In vitro differentiation of T-cells capable of mediating the regression of established syngeneic tumors in mice.

Previous studies have shown that successful adoptive immunotherapy of a newly induced, weakly immunogenic murine sarcoma, MCA 105, can be achieved either with fresh noncultured immune spleen cells or with immune cells after in vitro stimulation and expansion. In this study, we utilized in vivo and in vitro depletions with monoclonal antibodies (mAb) of T-cell subpopulations expressing the L3T4 or Lyt-2 antigens to investigate the phenotype of the T-cells that mediate in vivo tumor regression.

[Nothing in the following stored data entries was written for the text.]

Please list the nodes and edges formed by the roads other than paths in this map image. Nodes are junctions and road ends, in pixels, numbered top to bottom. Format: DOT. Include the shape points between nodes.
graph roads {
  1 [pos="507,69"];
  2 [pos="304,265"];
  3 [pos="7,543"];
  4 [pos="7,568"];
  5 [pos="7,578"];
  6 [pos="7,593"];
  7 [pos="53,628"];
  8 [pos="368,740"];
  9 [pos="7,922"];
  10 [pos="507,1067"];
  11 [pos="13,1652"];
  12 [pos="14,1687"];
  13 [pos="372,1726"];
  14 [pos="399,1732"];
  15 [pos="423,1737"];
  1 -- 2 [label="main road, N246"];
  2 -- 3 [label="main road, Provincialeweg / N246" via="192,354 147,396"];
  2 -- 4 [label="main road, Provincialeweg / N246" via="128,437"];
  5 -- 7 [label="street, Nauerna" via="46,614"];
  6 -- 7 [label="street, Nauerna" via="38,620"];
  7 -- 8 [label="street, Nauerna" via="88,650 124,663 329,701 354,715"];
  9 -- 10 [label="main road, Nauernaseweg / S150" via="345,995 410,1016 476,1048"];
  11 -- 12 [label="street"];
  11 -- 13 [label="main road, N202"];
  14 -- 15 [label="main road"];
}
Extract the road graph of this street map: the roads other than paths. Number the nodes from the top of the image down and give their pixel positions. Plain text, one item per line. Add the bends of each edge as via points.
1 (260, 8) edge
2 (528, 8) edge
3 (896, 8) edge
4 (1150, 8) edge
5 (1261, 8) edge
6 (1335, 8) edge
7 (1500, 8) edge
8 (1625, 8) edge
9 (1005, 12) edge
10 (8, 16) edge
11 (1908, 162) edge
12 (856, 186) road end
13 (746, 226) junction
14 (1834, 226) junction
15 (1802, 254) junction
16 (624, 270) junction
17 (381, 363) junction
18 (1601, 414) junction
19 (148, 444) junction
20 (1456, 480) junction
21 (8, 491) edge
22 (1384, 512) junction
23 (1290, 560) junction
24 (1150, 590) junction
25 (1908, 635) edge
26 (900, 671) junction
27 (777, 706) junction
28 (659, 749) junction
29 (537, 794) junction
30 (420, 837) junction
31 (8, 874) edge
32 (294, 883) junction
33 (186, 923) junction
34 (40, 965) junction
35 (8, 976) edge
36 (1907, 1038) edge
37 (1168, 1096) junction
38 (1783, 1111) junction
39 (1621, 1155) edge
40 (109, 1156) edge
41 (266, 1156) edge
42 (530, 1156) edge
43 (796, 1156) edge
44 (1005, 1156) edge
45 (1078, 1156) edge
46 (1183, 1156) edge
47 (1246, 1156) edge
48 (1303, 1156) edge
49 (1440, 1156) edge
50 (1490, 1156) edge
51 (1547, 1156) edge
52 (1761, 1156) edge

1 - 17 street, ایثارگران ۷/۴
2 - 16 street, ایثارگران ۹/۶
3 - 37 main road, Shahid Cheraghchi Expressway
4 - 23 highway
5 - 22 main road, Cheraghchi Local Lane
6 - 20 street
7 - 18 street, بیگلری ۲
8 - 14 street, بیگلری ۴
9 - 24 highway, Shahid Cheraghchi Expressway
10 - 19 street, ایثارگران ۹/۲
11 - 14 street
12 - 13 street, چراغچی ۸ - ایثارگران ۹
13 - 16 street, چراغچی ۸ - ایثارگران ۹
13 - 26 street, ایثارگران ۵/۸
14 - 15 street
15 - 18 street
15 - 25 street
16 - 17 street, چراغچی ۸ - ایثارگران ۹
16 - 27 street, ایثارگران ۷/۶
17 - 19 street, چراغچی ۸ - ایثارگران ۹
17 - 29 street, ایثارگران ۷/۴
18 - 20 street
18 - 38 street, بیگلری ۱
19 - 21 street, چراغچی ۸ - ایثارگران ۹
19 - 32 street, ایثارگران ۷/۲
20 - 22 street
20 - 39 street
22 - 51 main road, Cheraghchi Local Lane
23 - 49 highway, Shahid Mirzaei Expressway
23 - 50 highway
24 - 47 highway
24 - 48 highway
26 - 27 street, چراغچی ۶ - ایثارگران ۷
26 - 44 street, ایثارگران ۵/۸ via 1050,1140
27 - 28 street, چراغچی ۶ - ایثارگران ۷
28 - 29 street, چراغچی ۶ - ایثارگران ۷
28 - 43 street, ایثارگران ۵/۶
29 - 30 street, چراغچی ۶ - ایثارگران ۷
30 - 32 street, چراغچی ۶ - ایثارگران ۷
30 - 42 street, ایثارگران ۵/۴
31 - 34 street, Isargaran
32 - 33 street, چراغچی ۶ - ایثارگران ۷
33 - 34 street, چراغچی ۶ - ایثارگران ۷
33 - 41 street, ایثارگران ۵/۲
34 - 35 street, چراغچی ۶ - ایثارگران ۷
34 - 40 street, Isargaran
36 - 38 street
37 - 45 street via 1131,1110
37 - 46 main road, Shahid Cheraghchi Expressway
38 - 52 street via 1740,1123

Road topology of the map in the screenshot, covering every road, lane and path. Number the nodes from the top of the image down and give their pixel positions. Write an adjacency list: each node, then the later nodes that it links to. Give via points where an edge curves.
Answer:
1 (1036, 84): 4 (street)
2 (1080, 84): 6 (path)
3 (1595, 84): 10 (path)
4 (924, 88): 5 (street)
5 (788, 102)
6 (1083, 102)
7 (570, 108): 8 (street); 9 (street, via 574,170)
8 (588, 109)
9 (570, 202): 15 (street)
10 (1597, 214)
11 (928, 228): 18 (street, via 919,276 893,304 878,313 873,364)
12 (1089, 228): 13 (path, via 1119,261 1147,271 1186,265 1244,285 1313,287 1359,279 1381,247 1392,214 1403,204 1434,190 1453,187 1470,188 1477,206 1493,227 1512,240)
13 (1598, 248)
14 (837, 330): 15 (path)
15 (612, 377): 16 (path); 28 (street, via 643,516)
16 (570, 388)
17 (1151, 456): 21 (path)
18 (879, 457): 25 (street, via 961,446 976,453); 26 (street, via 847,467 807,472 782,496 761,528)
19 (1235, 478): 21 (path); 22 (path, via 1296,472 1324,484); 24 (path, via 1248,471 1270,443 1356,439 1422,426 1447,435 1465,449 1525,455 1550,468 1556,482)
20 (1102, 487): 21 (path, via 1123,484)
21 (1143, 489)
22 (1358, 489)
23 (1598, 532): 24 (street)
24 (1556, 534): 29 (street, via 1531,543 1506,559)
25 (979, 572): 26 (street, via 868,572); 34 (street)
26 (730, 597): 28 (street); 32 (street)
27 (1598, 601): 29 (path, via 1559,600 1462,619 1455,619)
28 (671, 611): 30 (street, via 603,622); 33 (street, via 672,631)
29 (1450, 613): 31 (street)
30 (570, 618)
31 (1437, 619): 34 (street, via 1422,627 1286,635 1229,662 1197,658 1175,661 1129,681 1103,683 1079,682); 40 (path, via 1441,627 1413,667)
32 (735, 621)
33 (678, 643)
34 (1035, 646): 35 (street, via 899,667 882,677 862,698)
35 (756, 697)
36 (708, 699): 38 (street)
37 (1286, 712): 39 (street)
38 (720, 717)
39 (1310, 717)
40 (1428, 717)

The efficiency of depletion was assessed by flow microfluorometric analysis and by the ability of specifically treated spleen cell populations to generate allogeneic cytotoxic T-lymphocytes. The therapeutic efficacy of adoptively transferred fresh noncultured MCA 105 immune cells was abrogated by in vivo administration of either L3T4 or Lyt-2 mAb to mice bearing 3-day established pulmonary metastases. In vitro treatment of fresh noncultured MCA 105 immune cells with either L3T4 or Lyt-2 mAb and complement also abrogated their antitumor efficacy confirming the initial findings. However, mixing L3T4 and Lyt-2 mAb and complement-treated MCA 105 immune cells reconstituted the antitumor efficacy indicating that cellular cooperation between these two lymphoid subpopulations was essential for the regression of established tumors. Unlike fresh noncultured immune cells, the antitumor efficacy of in vitro sensitized and expanded immune cells was abrogated by in vivo treatment with Lyt-2 but not with L3T4 mAb indicating Lyt-2+ cells alone played a major role in mediating the regression of tumors. These findings provide evidence for an in vitro-induced differentiation of therapeutic T-lymphocytes. Our results thus suggest that the antitumor activities expressed by the two types of cells may represent T-cells at different stages of immunological differentiation.